Askehoug "French Kiss"

- Ulysse Maison d’Artistes / L’Autre Distribution
French Kiss

Le chanteur chic s’arme de sa grosse voix pour critiquer les belles-mères et les mathématiques.

Askehoug a une voix aussi grave que les guitares basses qu’il faisait vibrer avant de se mettre à la chanson... Ce qui lui permet d’enrober ses paroles d’un charisme chaleureux dans French Kiss, un album littéraire à l’ironie mordante. Le tout sur une musique assez rock n’ roll, quand même. Certes, il s’en est écarté au fil de sa carrière de musicien et depuis ses débuts en tant que bassiste avec notamment Stupeflip et Louis Chedid. Mais l’âme du rockeur est encore là, inexorable.
 
Les guitares saturées sont propres, il y a du piano, et des petites boucles électroniques bien taillées. Ses textes peuvent ainsi facilement prendre le devant de la scène. Dans ce nouvel album, Askehoug tricote des paroles parfois tristes, parfois légères. Il alterne aussi savamment le parlé et le chanté, et n’hésite pas à se mettre en scène, comme dans Mathématiques, ou il joue le rôle du professeur. Ne nous méprenons pas : ce n’est pas son amour, mais bel et bien son désamour de la matière qu’il y exprime. Les arithmophobes comprendront.
 
Aussi détestables que les mathématiques, pour Askehoug, il y a les belles-mères. « Vous êtes ce qu’on appelle une belle mère, vous n’avez de beau que votre ulcère », lance-t-il au début de Marguerite. Mais il ne fait pas que critiquer. Dans Nuage, il propose une poésie aérienne. Dans Didascalies, il donne vie aux incises de la littérature.
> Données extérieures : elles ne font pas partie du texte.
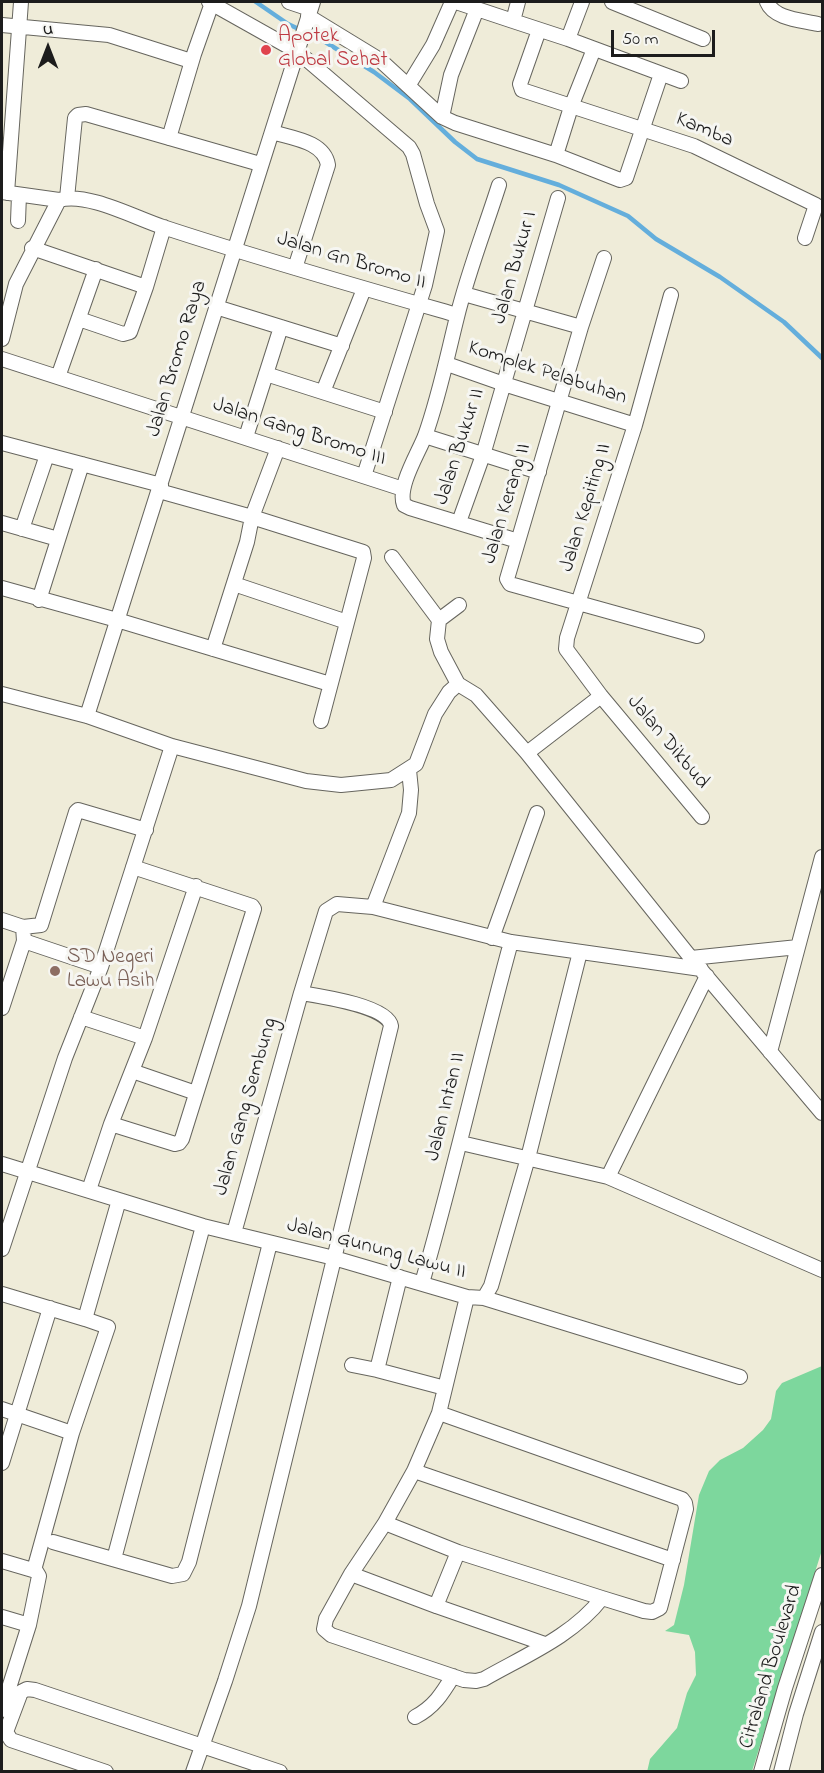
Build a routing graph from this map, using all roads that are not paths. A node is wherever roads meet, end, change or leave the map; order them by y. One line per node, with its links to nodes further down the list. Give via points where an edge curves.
1 (21, 2): 14 (street)
2 (210, 2): 18 (street); 20 (street)
3 (289, 2): 10 (street)
4 (454, 2): 9 (street, Kamba); 23 (street, via 434,45)
5 (518, 2): 11 (street)
6 (582, 2): 16 (street)
7 (612, 2): 17 (street)
8 (767, 2): 12 (street, via 779,14)
9 (477, 9): 11 (street, Kamba); 25 (street, via 451,75)
10 (309, 13): 18 (street, Jalan Bromo Raya); 23 (street, via 380,60)
11 (513, 21): 15 (street, Kamba)
12 (818, 24)
13 (2, 26): 14 (street)
14 (20, 27): 20 (street, via 109,35); 32 (street)
15 (539, 30): 16 (street, Kamba); 24 (street, Kamba, via 520,87)
16 (568, 39): 19 (street, Kamba)
17 (703, 39)
18 (299, 49): 27 (street, Jalan Bromo Raya); 47 (street, via 413,154 437,231)
19 (594, 49): 21 (street, Kamba); 24 (street)
20 (192, 61): 28 (street)
21 (661, 74): 22 (street, Kamba); 26 (street)
22 (681, 81)
23 (408, 86): 25 (street)
24 (571, 107): 26 (street, Kamba); 29 (street)
25 (442, 117): 29 (street)
26 (642, 130): 29 (street, via 623,180); 37 (street, Kamba, via 694,146 816,206)
27 (272, 132): 30 (street, Jalan Bromo Raya); 41 (street, via 315,145 327,159)
28 (169, 138): 30 (street); 34 (street, via 78,115)
29 (556, 155)
30 (260, 164): 39 (street, Jalan Bromo Raya)
31 (499, 185): 45 (street)
32 (9, 193): 34 (street, Jalan Gn Bromo II); 35 (street)
33 (558, 198): 49 (street, Jalan Bukur I)
34 (63, 199): 36 (street, Jalan Gn Bromo II, via 89,201); 38 (street)
35 (18, 221)
36 (164, 227): 39 (street, Jalan Gn Bromo II); 43 (street)
37 (805, 238)
38 (32, 248): 42 (street); 54 (street, via 16,284)
39 (234, 248): 41 (street, Jalan Gn Bromo II); 48 (street, Jalan Bromo Raya)
40 (604, 258): 53 (street, Jalan Kerang II)
41 (296, 268): 44 (street, Jalan Gn Bromo II)
42 (96, 269): 43 (street); 51 (street)
43 (146, 287): 51 (street, via 128,334)
44 (364, 289): 47 (street, Jalan Gn Bromo II); 55 (street)
45 (464, 294): 49 (street); 50 (street)
46 (670, 295): 65 (street, Jalan Kepiting II)
47 (419, 301): 50 (street, Jalan Gn Bromo II); 63 (street)
48 (216, 307): 52 (street); 64 (street, Jalan Bromo Raya)
49 (524, 312): 53 (street); 60 (street, Jalan Bukur I)
50 (457, 315): 57 (street)
51 (79, 319): 59 (street)
52 (281, 327): 55 (street); 58 (street)
53 (581, 327): 62 (street, Jalan Kerang II)
54 (2, 339)
55 (342, 346): 61 (street)
56 (2, 358): 59 (street, Jalan Gang Bromo III)
57 (447, 364): 60 (street, Komplek Pelabuhan); 66 (street)
58 (266, 374): 61 (street); 67 (street)
59 (58, 377): 64 (street, Jalan Gang Bromo III)
60 (504, 384): 62 (street, Komplek Pelabuhan); 71 (street, Jalan Bukur II)
61 (323, 393): 63 (street)
62 (560, 401): 65 (street, Komplek Pelabuhan); 73 (street, Jalan Kerang II)
63 (385, 412): 74 (street)
64 (182, 416): 67 (street, Jalan Gang Bromo III); 75 (street, Jalan Bromo Raya)
65 (635, 425): 87 (street, Jalan Kepiting II)
66 (425, 435): 71 (street); 76 (street)
67 (246, 437): 69 (street, Jalan Gang Bromo III)
68 (2, 443): 70 (street)
69 (278, 448): 74 (street, Jalan Gang Bromo III); 77 (street)
70 (47, 455): 72 (street); 80 (street)
71 (483, 455): 73 (street); 78 (street, Jalan Bukur II)
72 (82, 464): 75 (street); 81 (street)
73 (539, 472): 82 (street, Jalan Kerang II)
74 (364, 476): 76 (street, Jalan Gang Bromo III)
75 (160, 488): 77 (street); 89 (street, Jalan Bromo Raya)
76 (403, 489): 78 (street, via 404,505)
77 (252, 517): 84 (street); 91 (street, via 363,552)
78 (459, 522): 82 (street)
79 (2, 523): 80 (street)
80 (22, 529): 81 (street)
81 (58, 539): 86 (street)
82 (518, 541): 87 (street, Jalan Kerang II, via 508,582)
83 (392, 557): 90 (street)
84 (234, 584): 91 (street); 93 (street)
85 (2, 588): 86 (street)
86 (39, 600): 89 (street)
87 (578, 603): 92 (street); 97 (street, Jalan Dikbud, via 566,649)
88 (459, 605): 90 (street)
89 (117, 620): 93 (street); 98 (street, Jalan Bromo Raya)
90 (439, 620): 95 (street, via 437,639)
91 (347, 622): 94 (street)
92 (697, 636)
93 (213, 650): 94 (street)
94 (330, 684): 99 (street)
95 (458, 684): 101 (street, via 476,695); 102 (street, via 435,714 416,764)
96 (2, 694): 98 (street)
97 (601, 696): 101 (street, Jalan Dikbud); 104 (street, Jalan Dikbud)
98 (87, 716): 100 (street)
99 (321, 721)
100 (172, 746): 102 (street, via 306,781 373,783 391,780); 105 (street)
101 (527, 753): 116 (street)
102 (409, 770): 109 (street, via 409,813)
103 (537, 813): 112 (street)
104 (702, 817)
105 (146, 830): 107 (street); 111 (street, via 78,810 41,925)
106 (822, 857): 114 (street)
107 (133, 867): 108 (street); 117 (street)
108 (196, 886): 122 (street); 125 (street, via 254,909)
109 (373, 907): 112 (street, Jalan Gang Sembung); 119 (street, Jalan Gang Sembung, via 337,904 326,911)
110 (2, 920): 111 (street)
111 (28, 937): 117 (street); 120 (street)
112 (492, 938): 113 (street, Jalan Gang Sembung)
113 (511, 942): 115 (street, Jalan Gang Sembung); 128 (street, Jalan Intan II)
114 (798, 947): 116 (street); 123 (street)
115 (580, 952): 118 (street, Jalan Gang Sembung); 129 (street)
116 (691, 958): 118 (street)
117 (101, 968): 121 (street)
118 (704, 973): 123 (street); 132 (street)
119 (301, 993): 136 (street, Jalan Gang Sembung); 139 (street, via 352,1003 385,1016 391,1024)
120 (2, 1008)
121 (81, 1017): 122 (street); 131 (street)
122 (145, 1038): 124 (street)
123 (770, 1052): 126 (street)
124 (132, 1071): 125 (street); 127 (street)
125 (196, 1093): 127 (street, via 179,1143)
126 (822, 1113)
127 (111, 1124): 133 (street)
128 (461, 1143): 129 (street); 142 (street, Jalan Intan II)
129 (528, 1158): 132 (street); 145 (street, via 491,1286)
130 (2, 1164): 131 (street, Jalan Gunung Lawu II)
131 (27, 1173): 133 (street, Jalan Gunung Lawu II); 138 (street)
132 (608, 1178): 140 (street)
133 (89, 1190): 134 (street, Jalan Gunung Lawu II)
134 (119, 1200): 135 (street, Jalan Gunung Lawu II); 147 (street)
135 (203, 1226): 136 (street, Jalan Gunung Lawu II); 161 (street)
136 (234, 1233): 137 (street, Jalan Gunung Lawu II)
137 (270, 1243): 139 (street, Jalan Gunung Lawu II); 161 (street, via 189,1562 183,1574 172,1575)
138 (2, 1247)
139 (334, 1258): 141 (street, Jalan Gunung Lawu II); 177 (street, via 249,1606)
140 (822, 1270)
141 (400, 1277): 142 (street, Jalan Gunung Lawu II); 149 (street)
142 (422, 1283): 144 (street, Jalan Gunung Lawu II)
143 (2, 1294): 146 (street)
144 (467, 1297): 145 (street, Jalan Gunung Lawu II); 151 (street)
145 (484, 1298): 150 (street, Jalan Gunung Lawu II)
146 (51, 1308): 147 (street); 154 (street)
147 (85, 1319): 155 (street, via 108,1327)
148 (352, 1365): 149 (street)
149 (377, 1370): 151 (street)
150 (740, 1377)
151 (445, 1388): 153 (street)
152 (2, 1409): 154 (street)
153 (439, 1413): 157 (street); 162 (street, via 682,1499 686,1509)
154 (17, 1415): 155 (street); 156 (street)
155 (72, 1433): 164 (street)
156 (2, 1463)
157 (414, 1471): 158 (street); 162 (street)
158 (385, 1523): 160 (street); 165 (street)
159 (53, 1542): 161 (street)
160 (458, 1552): 167 (street); 168 (street)
161 (114, 1559)
162 (673, 1560): 167 (street, via 663,1603 657,1611)
163 (2, 1561): 164 (street)
164 (36, 1572): 170 (street)
165 (351, 1574): 168 (street); 173 (street, via 326,1618 326,1632)
166 (822, 1575): 181 (street, Citraland Boulevard)
167 (602, 1598): 172 (street, via 585,1618)
168 (436, 1606): 172 (street)
169 (2, 1617): 170 (street)
170 (29, 1625): 174 (street)
171 (822, 1632): 182 (street, Citraland Boulevard)
172 (545, 1644): 173 (street, via 484,1679 470,1682)
173 (453, 1676): 175 (street, via 439,1699)
174 (2, 1710)
175 (415, 1717)
176 (4, 1731): 177 (street, via 18,1696 27,1689); 178 (street, via 15,1742)
177 (202, 1746): 179 (street); 180 (street)
178 (106, 1772)
179 (192, 1772)
180 (280, 1772)
181 (761, 1772)
182 (781, 1772)

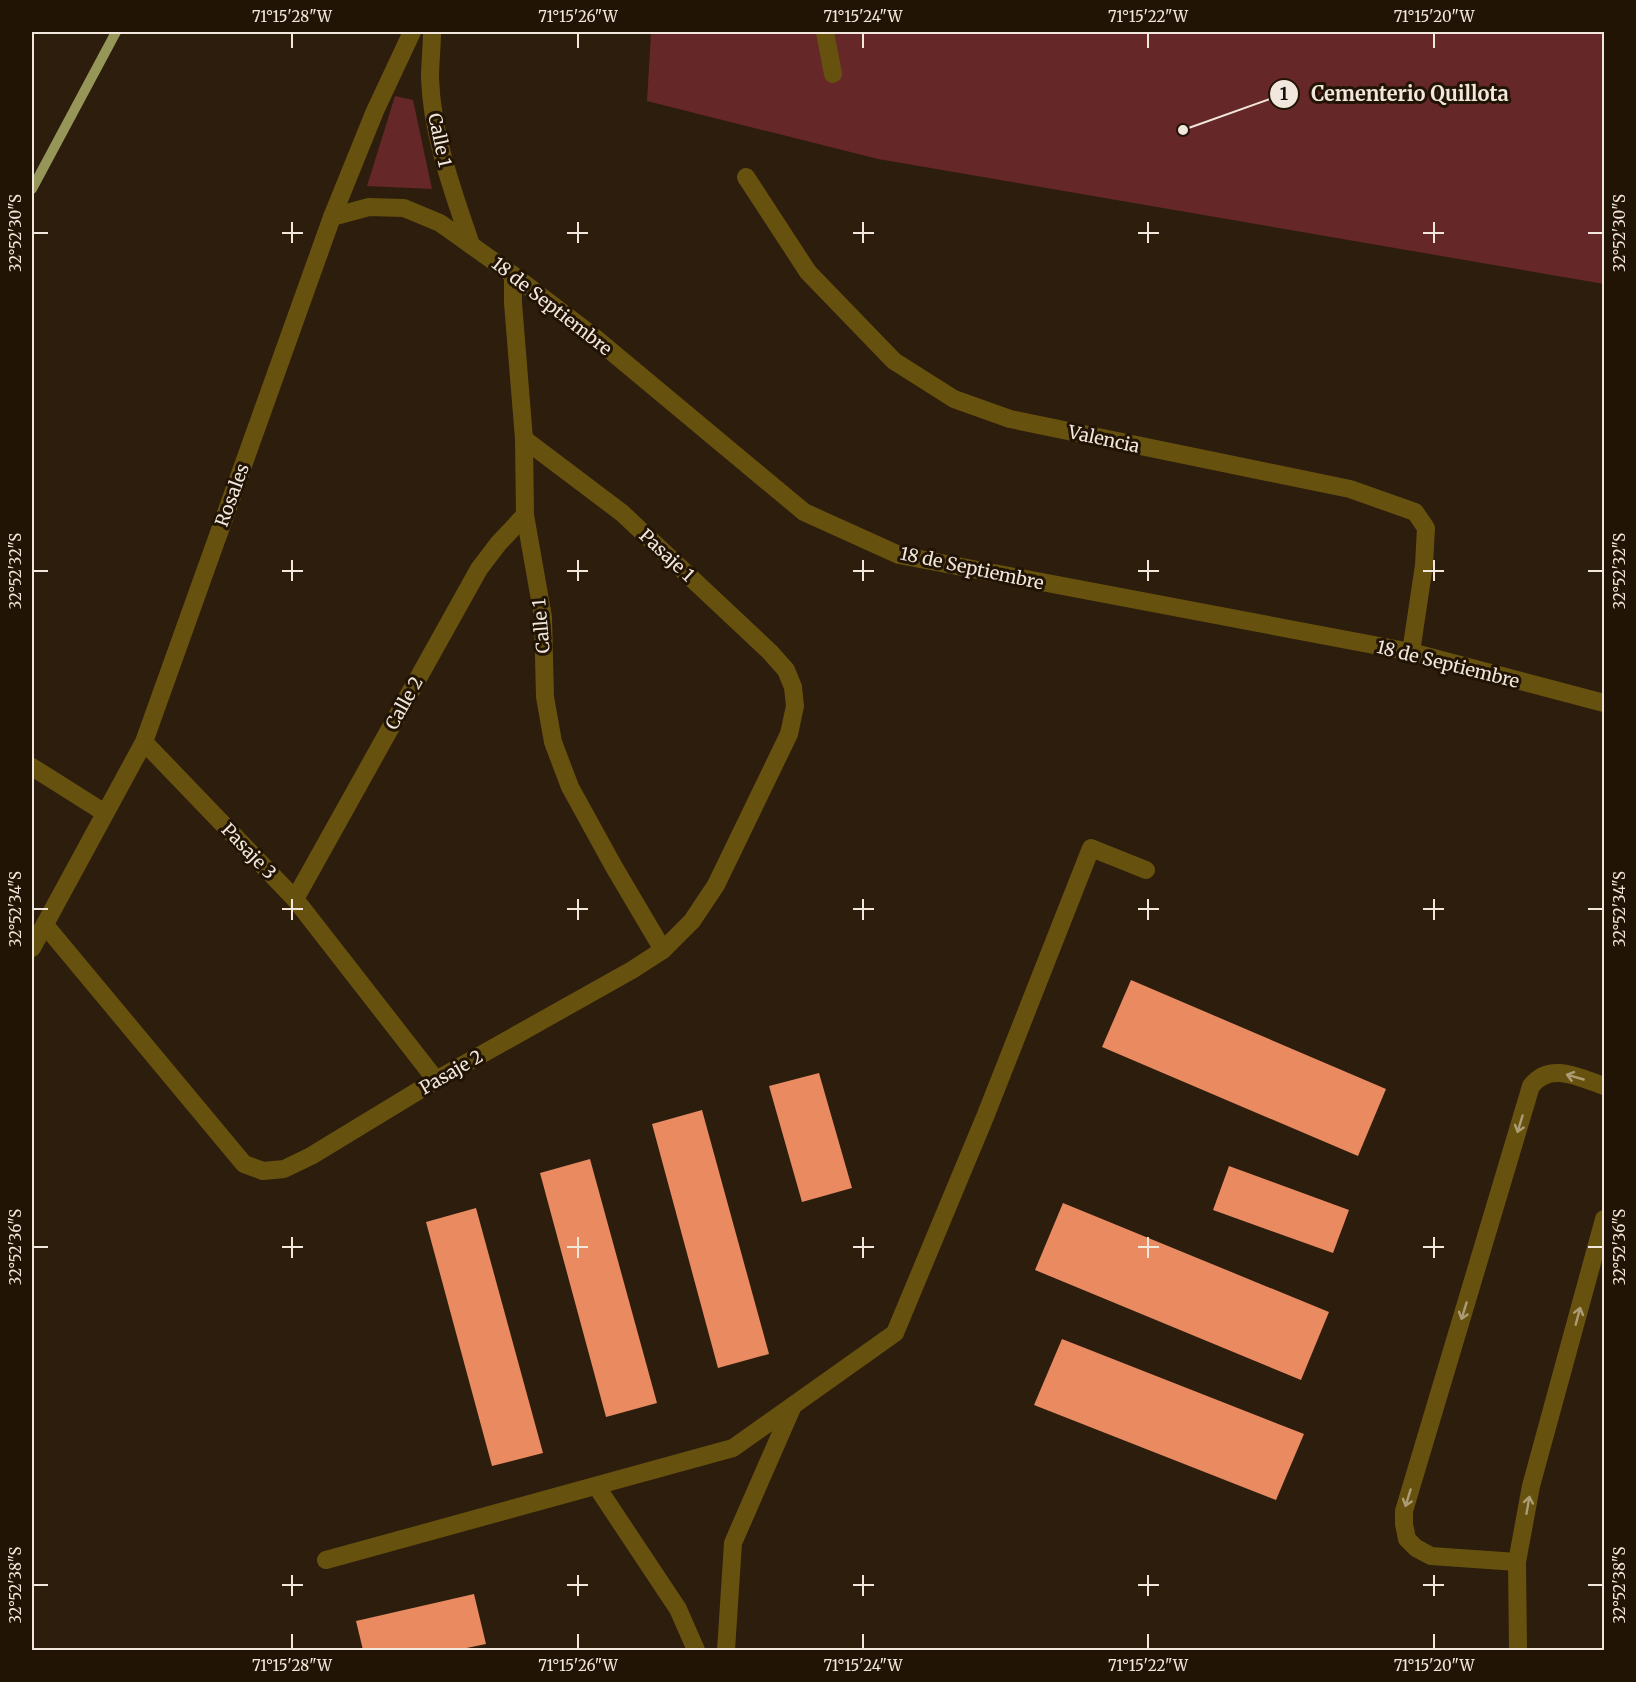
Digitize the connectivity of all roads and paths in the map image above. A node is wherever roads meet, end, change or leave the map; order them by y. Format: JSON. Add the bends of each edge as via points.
{"nodes":[{"id":1,"x":411,"y":32,"type":"edge"},
{"id":2,"x":432,"y":32,"type":"edge"},
{"id":3,"x":825,"y":32,"type":"edge"},
{"id":4,"x":832,"y":74,"type":"dead end"},
{"id":5,"x":746,"y":177,"type":"dead end"},
{"id":6,"x":332,"y":217,"type":"junction"},
{"id":7,"x":471,"y":245,"type":"junction"},
{"id":8,"x":513,"y":274,"type":"junction"},
{"id":9,"x":524,"y":439,"type":"junction"},
{"id":10,"x":525,"y":515,"type":"junction"},
{"id":11,"x":1410,"y":652,"type":"junction"},
{"id":12,"x":793,"y":687,"type":"joint"},
{"id":13,"x":1605,"y":703,"type":"edge"},
{"id":14,"x":144,"y":741,"type":"junction"},
{"id":15,"x":32,"y":767,"type":"edge"},
{"id":16,"x":105,"y":813,"type":"junction"},
{"id":17,"x":1146,"y":870,"type":"dead end"},
{"id":18,"x":295,"y":899,"type":"junction"},
{"id":19,"x":45,"y":925,"type":"junction"},
{"id":20,"x":32,"y":948,"type":"edge"},
{"id":21,"x":663,"y":950,"type":"junction"},
{"id":22,"x":436,"y":1080,"type":"junction"},
{"id":23,"x":1605,"y":1086,"type":"edge"},
{"id":24,"x":1605,"y":1219,"type":"edge"},
{"id":25,"x":792,"y":1406,"type":"junction"},
{"id":26,"x":597,"y":1487,"type":"junction"},
{"id":27,"x":327,"y":1560,"type":"dead end"},
{"id":28,"x":1517,"y":1562,"type":"junction"},
{"id":29,"x":696,"y":1650,"type":"edge"},
{"id":30,"x":726,"y":1650,"type":"edge"},
{"id":31,"x":1518,"y":1650,"type":"edge"}],
"edges":[{"from":1,"to":6,"type":"street","name":"Rosales"},
{"from":2,"to":7,"type":"street","name":"Calle 1","via":[[430,78],[435,125]]},
{"from":3,"to":4,"type":"street"},
{"from":5,"to":11,"type":"street","name":"Valencia","via":[[808,272],[894,361],[954,399],[1010,419],[1350,489],[1415,512],[1426,528],[1426,538]]},
{"from":6,"to":7,"type":"street","name":"18 de Septiembre","via":[[369,207],[404,208],[440,223]]},
{"from":6,"to":14,"type":"street","name":"Rosales"},
{"from":7,"to":8,"type":"street","name":"18 de Septiembre"},
{"from":8,"to":9,"type":"street","name":"Calle 1"},
{"from":8,"to":11,"type":"street","name":"18 de Septiembre","via":[[804,512],[899,555]]},
{"from":9,"to":10,"type":"street","name":"Calle 1"},
{"from":9,"to":12,"type":"street","name":"Pasaje 1","via":[[622,513],[770,652],[786,670]]},
{"from":10,"to":18,"type":"street","name":"Calle 2","via":[[479,569]]},
{"from":10,"to":21,"type":"street","name":"Calle 1","via":[[543,617],[545,697],[553,742],[570,787]]},
{"from":11,"to":13,"type":"street","name":"18 de Septiembre"},
{"from":12,"to":21,"type":"street","name":"Pasaje 2","via":[[795,706],[789,734],[716,885],[692,921]]},
{"from":14,"to":16,"type":"street","name":"Rosales"},
{"from":14,"to":18,"type":"street","name":"Pasaje 3"},
{"from":15,"to":16,"type":"street"},
{"from":16,"to":19,"type":"street","name":"Rosales"},
{"from":17,"to":25,"type":"street","via":[[1091,848],[895,1333]]},
{"from":18,"to":22,"type":"street","name":"Pasaje 3"},
{"from":19,"to":20,"type":"street","name":"Rosales"},
{"from":19,"to":22,"type":"street","name":"Pasaje 2","via":[[244,1164],[263,1171],[284,1169]]},
{"from":21,"to":22,"type":"street","name":"Pasaje 2"},
{"from":23,"to":28,"type":"street","one_way":true,"via":[[1551,1072],[1537,1078],[1531,1086],[1404,1511],[1407,1539],[1431,1556]]},
{"from":28,"to":24,"type":"street","one_way":true,"via":[[1531,1485]]},
{"from":25,"to":26,"type":"street","via":[[733,1448]]},
{"from":25,"to":30,"type":"street","via":[[733,1543]]},
{"from":26,"to":27,"type":"street"},
{"from":26,"to":29,"type":"street","via":[[678,1609]]},
{"from":28,"to":31,"type":"street"}]}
Et dans Bonjour la Solitude, il se met dans la peau d’un personnage tellement seul qu’il n’a plus que ses objets du quotidien, et enfin la solitude, comme interlocuteurs.
 

Dans son quotidien à lui, Mathieu Aschehoug - il a modifié l’orthographe pour se transformer en Askehoug - est plutôt un personnage discret. Diplômé en installations vidéos aux Arts Déco à Paris, il passe par la musique de films et des rôles de bassiste pour ensuite sortir un premier disque auto-produit avec Smart et Piggy. Et quand Mathieu Aschehoug devient Askehoug, on rencontre un tout nouveau personnage, un artiste libéré exprimant une énergie décomplexée.
 
C’est avec la sortie de son deuxième albumJe te tuerai un jeudi, que le chanteur a commencé à faire parler de lui. Il reçoit un très bon accueil de la critique pour cet opus où sa prose fait cohabiter l’ironie et le pessimisme, et s’exprime à travers cette voix profonde et envoûtante. La sortie de French Kiss cette année marque une évolution vers un style plus mature et maîtrisé, qu’illustre parfaitement Bonjour la Solitude, ou encore son autre titre phare La Dispute.